I didn’t take offense, but then I’m a very laid back person
I’m also fairly tech savvy and am already familiar with newsgroups and know what to do. I know how frustrating it can be as a regular newsgroup member to try help people that may not even see your response (I spent a couple of years on an immigration group as a regular) so a message that you’ll help but do this first, isn’t going to offend – hell, if I can become immune to trolls it’s going to take more than that! lol However, not everyone is like that and I think a lot of people that find this group are very stressed and becoming desperate in their search for answers so maybe take it as a personal criticism of their choice to use google. I think it would be very useful to include a link to instructions to setting up a news server on a home PC in the initial message. Here are some that might be helpful: http://info.connect.com.au/docs/newsconfig/ http://www.washington.edu/computing/newsgroups/configuring.html http://www.symitarusers.org/newssetup.html > It is of the utmost importance that you know, with certainty, > what your blood oxy sat levels are/were. We seem to be finding > here that a one-night stand in a sleep center is not necessarily > indicative of how you normally sleep. > The same is true with regard to the occurence of any central > apneas, endogenous or from CPAP pressure. Please clarify if your > PSG (endogenous CA) or titration report (CPAP pressure), > specifically state "No central apneas". The fact that it may > have not said anything at all is not acceptable.
It does say it, and I *did* have some central apneas on the titraion, but not on the other 2 tests…. Test 1 – PSG 85 arousals, 16 greater than 15 seconds. 37 of these were respiratory related. No central apneas and no obstructive apneas. 187 hypopneas mean duration 19.9 seconds, longest 34.5 seconds and occurred in all positions. Test 2 – Titration CPAP was titrated from 4 to 9cm of water pressure. RDI improved with progressive increases in pressure. Snoring was eliminated at 6cm of pressure The overall RDI, however, was 26.2 events per hour. This included 3 central apneas, 1 obstructive apnea and 111 hypopneas At 9cm of water, the RDI was 21.6. *interesting* I *did* have some central apneas!!! Test 3 – Re-titration & before MSLT 114 arousals, of which 101 were spontaneous and only 12 were respiratory event related. Apnea/hypopnea index decreased with progressive increases in CPAP pressures. At 11cm of water pressure, in REM sleep there were only 7 hypopneas, with an apnea/hypopnea index of 3.2. The overall apnea/hypopnea index was 3.3 events per hour This included 20 hypopneas, no central apneas and no obstructive apneas. I really should go back to my sleep doc and get more information but he scared me with the surgery statement! lol I think I would benefit from the overnight at home test even if it’s just to rule something out – like I said before, sometimes it’s the *not* knowing that is worse. > I might mention (again?) that, as a result of my own bad > experience, I often ask that someone distinguish between being > sleepy and being tired/fatigued.
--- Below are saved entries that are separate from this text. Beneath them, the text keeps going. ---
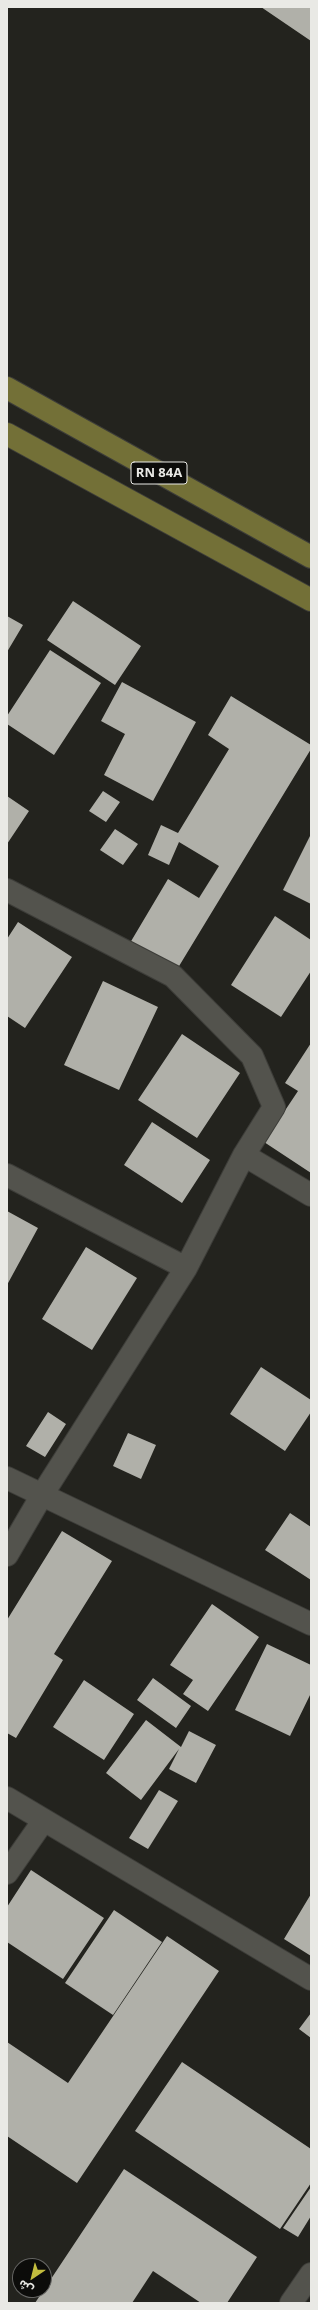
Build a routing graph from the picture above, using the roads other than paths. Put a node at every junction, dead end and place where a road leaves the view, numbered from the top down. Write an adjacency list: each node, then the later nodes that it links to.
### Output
1 (7, 388): 3 (main road, RN 84A)
2 (7, 434): 4 (main road, RN 84A)
3 (311, 557)
4 (311, 600)
5 (7, 890): 6 (street)
6 (244, 1155): 8 (street); 9 (street)
7 (7, 1175): 9 (street)
8 (311, 1195)
9 (186, 1268): 11 (street)
10 (7, 1478): 11 (street)
11 (42, 1495): 12 (street); 13 (street)
12 (7, 1555)
13 (311, 1624)
14 (7, 1798): 15 (street)
15 (44, 1820): 16 (street); 17 (street)
16 (7, 1873)
17 (311, 1979)
18 (311, 2274): 19 (street)
19 (291, 2303)

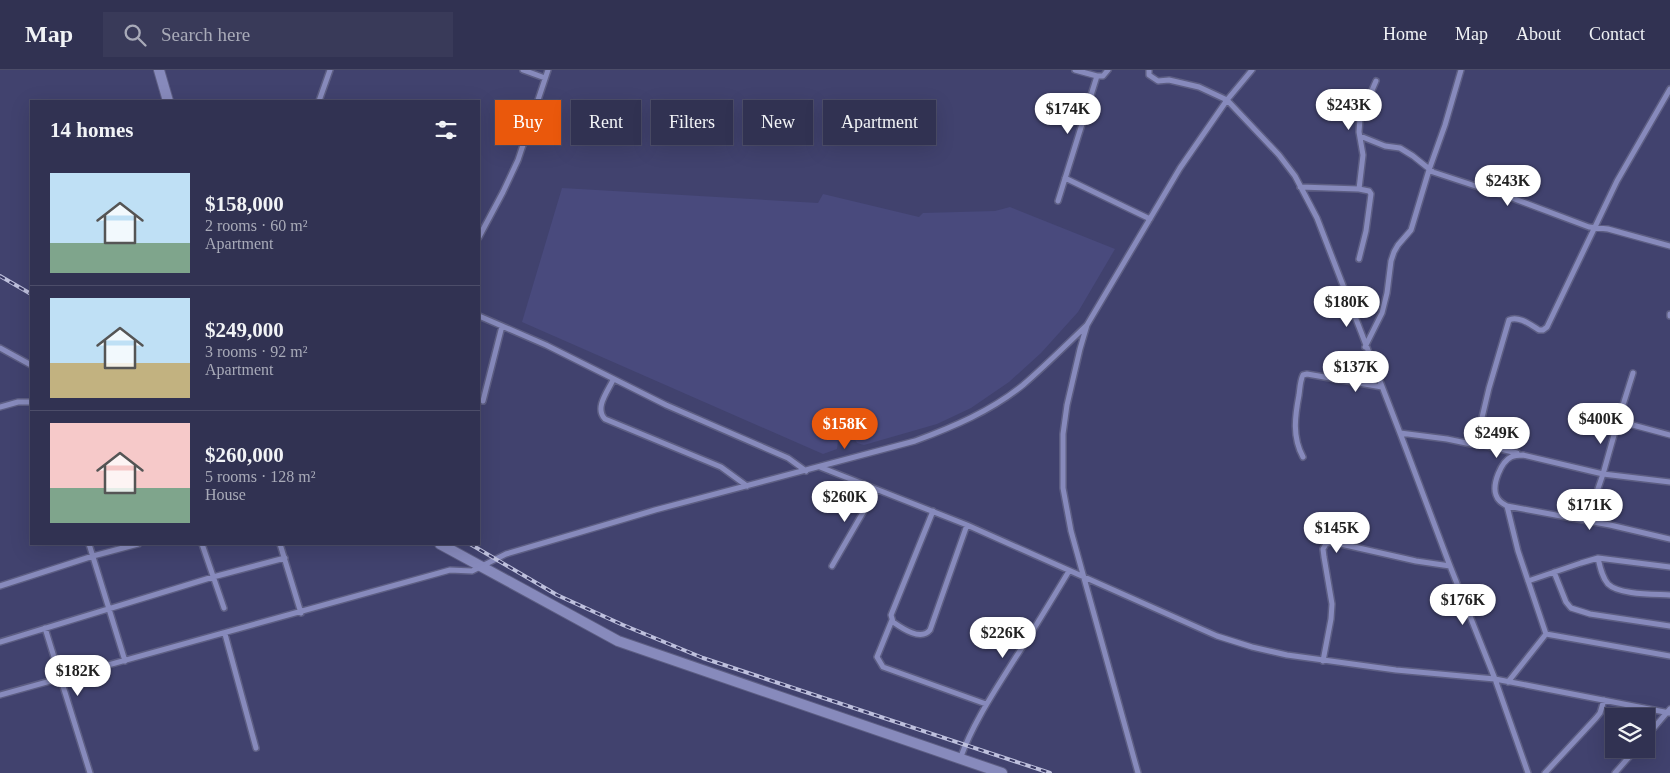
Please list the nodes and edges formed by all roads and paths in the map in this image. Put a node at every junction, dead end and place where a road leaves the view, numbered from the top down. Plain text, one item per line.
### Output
1 (159, 70) edge
2 (330, 70) edge
3 (523, 70) edge
4 (548, 70) edge
5 (1075, 70) edge
6 (1108, 70) edge
7 (1149, 70) edge
8 (1252, 70) edge
9 (1461, 70) edge
10 (1097, 76) junction
11 (545, 78) junction
12 (1376, 81) dead end
13 (1670, 89) edge
14 (168, 100) edge
15 (319, 100) edge
16 (1227, 100) junction
17 (1360, 136) junction
18 (1429, 170) junction
19 (1065, 178) junction
20 (1300, 187) junction
21 (1358, 189) junction
22 (1058, 201) dead end
23 (1150, 219) junction
24 (1594, 228) junction
25 (480, 235) edge
26 (1670, 246) edge
27 (1359, 259) dead end
28 (480, 316) edge
29 (1087, 325) junction
30 (502, 326) junction
31 (1365, 347) junction
32 (0, 348) edge
33 (30, 364) edge
34 (1634, 373) dead end
35 (613, 380) junction
36 (1382, 387) junction
37 (483, 401) dead end
38 (30, 402) edge
39 (0, 407) edge
40 (1618, 421) junction
41 (1400, 432) junction
42 (1670, 435) edge
43 (1476, 443) junction
44 (1523, 455) junction
45 (1303, 457) dead end
46 (820, 467) junction
47 (806, 471) junction
48 (1603, 474) junction
49 (1670, 482) edge
50 (746, 486) junction
51 (876, 490) junction
52 (1507, 506) junction
53 (933, 511) junction
54 (1587, 521) junction
55 (967, 525) junction
56 (1670, 540) edge
57 (89, 545) edge
58 (134, 545) edge
59 (202, 545) edge
60 (280, 545) edge
61 (442, 545) edge
62 (93, 556) junction
63 (284, 558) junction
64 (1598, 558) junction
65 (832, 566) dead end
66 (1450, 566) junction
67 (480, 567) junction
68 (1670, 568) edge
69 (1069, 571) junction
70 (1554, 572) junction
71 (213, 578) junction
72 (1084, 578) junction
73 (1528, 581) junction
74 (0, 586) edge
75 (1670, 595) edge
76 (224, 608) dead end
77 (108, 609) junction
78 (301, 613) junction
79 (892, 620) junction
80 (1670, 626) edge
81 (45, 628) junction
82 (224, 634) junction
83 (1546, 634) junction
84 (0, 642) edge
85 (1670, 656) edge
86 (126, 661) junction
87 (1323, 661) junction
88 (62, 678) junction
89 (1495, 679) junction
90 (1508, 682) junction
91 (0, 695) edge
92 (1604, 700) junction
93 (986, 704) junction
94 (1669, 711) edge
95 (1655, 727) edge
96 (256, 748) dead end
97 (1628, 758) edge
98 (960, 759) junction
99 (90, 773) edge
100 (1002, 773) edge
101 (1138, 773) edge
102 (1528, 773) edge
103 (1545, 773) edge
104 (1615, 773) edge

1 - 14 street
2 - 15 street
3 - 11 street
4 - 11 street
5 - 10 street
6 - 10 street
7 - 16 street
8 - 16 street
9 - 18 street
10 - 19 street
11 - 25 street
12 - 17 street
13 - 24 street
16 - 20 street
16 - 23 street
17 - 18 street
17 - 21 street
18 - 24 street
18 - 31 street
19 - 22 street
19 - 23 street
20 - 21 street
20 - 31 street
21 - 27 street
23 - 29 street
24 - 26 street
24 - 43 street
28 - 30 street
29 - 46 street
29 - 72 street
30 - 35 street
30 - 37 street
31 - 36 street
32 - 33 street
34 - 40 street
35 - 47 street
35 - 50 street
36 - 41 street
36 - 45 street
38 - 39 street
40 - 42 street
40 - 48 street
41 - 43 street
41 - 66 street
43 - 44 street
44 - 48 street
44 - 52 street
46 - 47 street
46 - 51 street
47 - 50 street
48 - 49 street
48 - 54 street
50 - 67 street
51 - 53 street
51 - 65 street
52 - 54 street
52 - 73 street
53 - 55 street
53 - 79 street
54 - 56 street
55 - 69 street
55 - 79 street
57 - 62 street
58 - 62 street
59 - 71 street
60 - 63 street
61 - 67 street
62 - 74 street
62 - 77 street
63 - 71 street
63 - 78 street
64 - 68 street
64 - 70 street
64 - 75 street
66 - 87 street
66 - 89 street
67 - 78 street
67 - 98 street
69 - 72 street
69 - 93 street
70 - 73 street
70 - 80 street
71 - 76 street
71 - 77 street
72 - 87 street
72 - 101 street
73 - 83 street
77 - 81 street
77 - 86 street
78 - 82 street
79 - 93 street
81 - 84 street
81 - 88 street
82 - 86 street
82 - 96 street
83 - 85 street
83 - 90 street
86 - 88 street
87 - 89 street
88 - 91 street
88 - 99 street
89 - 90 street
89 - 102 street
90 - 92 street
92 - 94 street
92 - 103 street
93 - 98 street
94 - 95 street
97 - 104 street
98 - 100 street

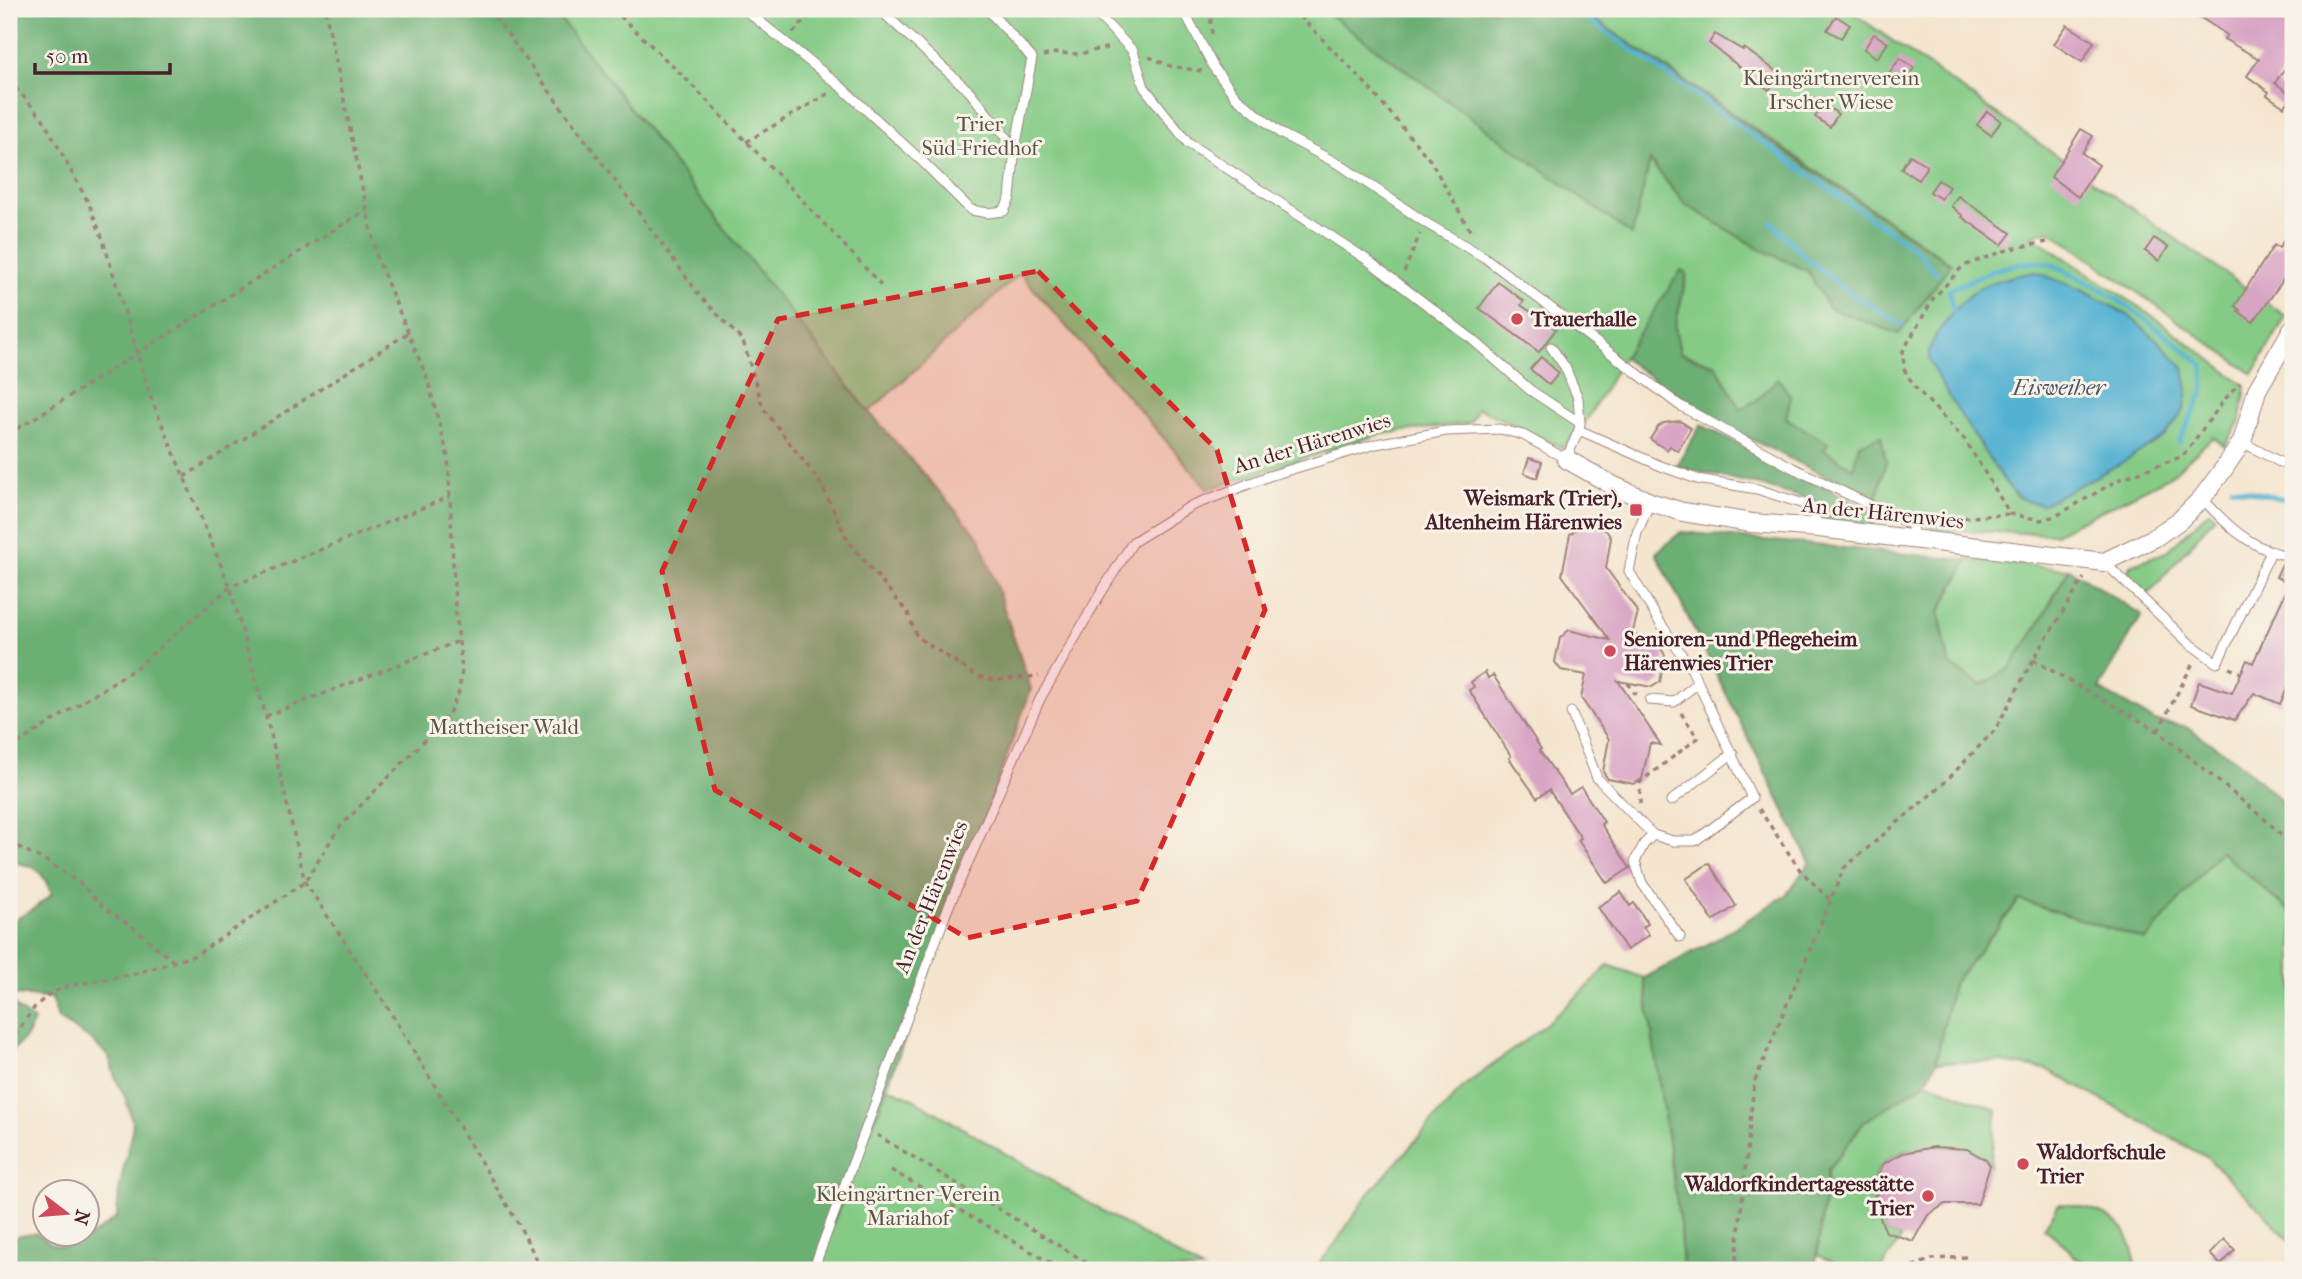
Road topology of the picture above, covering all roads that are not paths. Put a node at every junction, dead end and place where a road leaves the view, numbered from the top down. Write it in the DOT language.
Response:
graph roads {
  1 [pos="744,9"];
  2 [pos="879,9"];
  3 [pos="987,9"];
  4 [pos="1092,9"];
  5 [pos="1184,9"];
  6 [pos="1015,149"];
  7 [pos="2293,328"];
  8 [pos="1551,347"];
  9 [pos="1579,426"];
  10 [pos="2242,442"];
  11 [pos="1566,459"];
  12 [pos="2293,469"];
  13 [pos="2202,498"];
  14 [pos="1650,502"];
  15 [pos="1819,528"];
  16 [pos="1913,532"];
  17 [pos="2098,562"];
  18 [pos="1699,683"];
  19 [pos="1650,700"];
  20 [pos="1571,712"];
  21 [pos="1733,754"];
  22 [pos="1671,801"];
  23 [pos="1653,835"];
  24 [pos="1680,936"];
  25 [pos="813,1270"];
  1 -- 6 [label="lane"];
  2 -- 6 [label="lane"];
  3 -- 6 [label="lane"];
  4 -- 9 [label="lane"];
  5 -- 16 [label="lane"];
  7 -- 10 [label="street"];
  8 -- 9 [label="lane"];
  9 -- 11 [label="lane"];
  9 -- 15 [label="lane"];
  10 -- 12 [label="lane"];
  10 -- 13 [label="street"];
  11 -- 14 [label="street, An der Härenwies"];
  11 -- 25 [label="lane, An der Härenwies"];
  13 -- 17 [label="street"];
  13 -- 17 [label="lane"];
  14 -- 15 [label="street, An der Härenwies"];
  14 -- 18 [label="lane"];
  15 -- 16 [label="street, An der Härenwies"];
  16 -- 17 [label="street, An der Härenwies"];
  18 -- 19 [label="lane"];
  18 -- 21 [label="lane"];
  20 -- 23 [label="lane"];
  21 -- 22 [label="lane"];
  21 -- 23 [label="lane"];
  23 -- 24 [label="lane"];
}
Yes, it was your post that really triggered the differentiation for me and subsequent realization that there’s a difference
thanks again …I think!! (….just teasing!) > Mine appeared to be reoccuring fatigue, not EDS. I couldn’t hold > my head up. Couldn’t hold my hands up to the keyboard. So I > would end up going to my recliner and watching TV. When the > phone rang, I couldn’t hold it up to my ear for more than seconds. > Both I and my neurologist (best for the mysteries of OSA) knew > that I should use an appropriate autopap and recording finger > oximeter at home for a few days. > My test showed pressure OK, but very low oxy sat levels, a sign > of central apnea. Without getting into more details, let me just > say that I feel lucky that the problem diminished with time, so > no specific action was taken.
You lucky dog
Did your neurologist say what direction he would have headed in for treatment if the symptoms had not diminished? > I hope you can see that using and autopap and oximeter can be > important.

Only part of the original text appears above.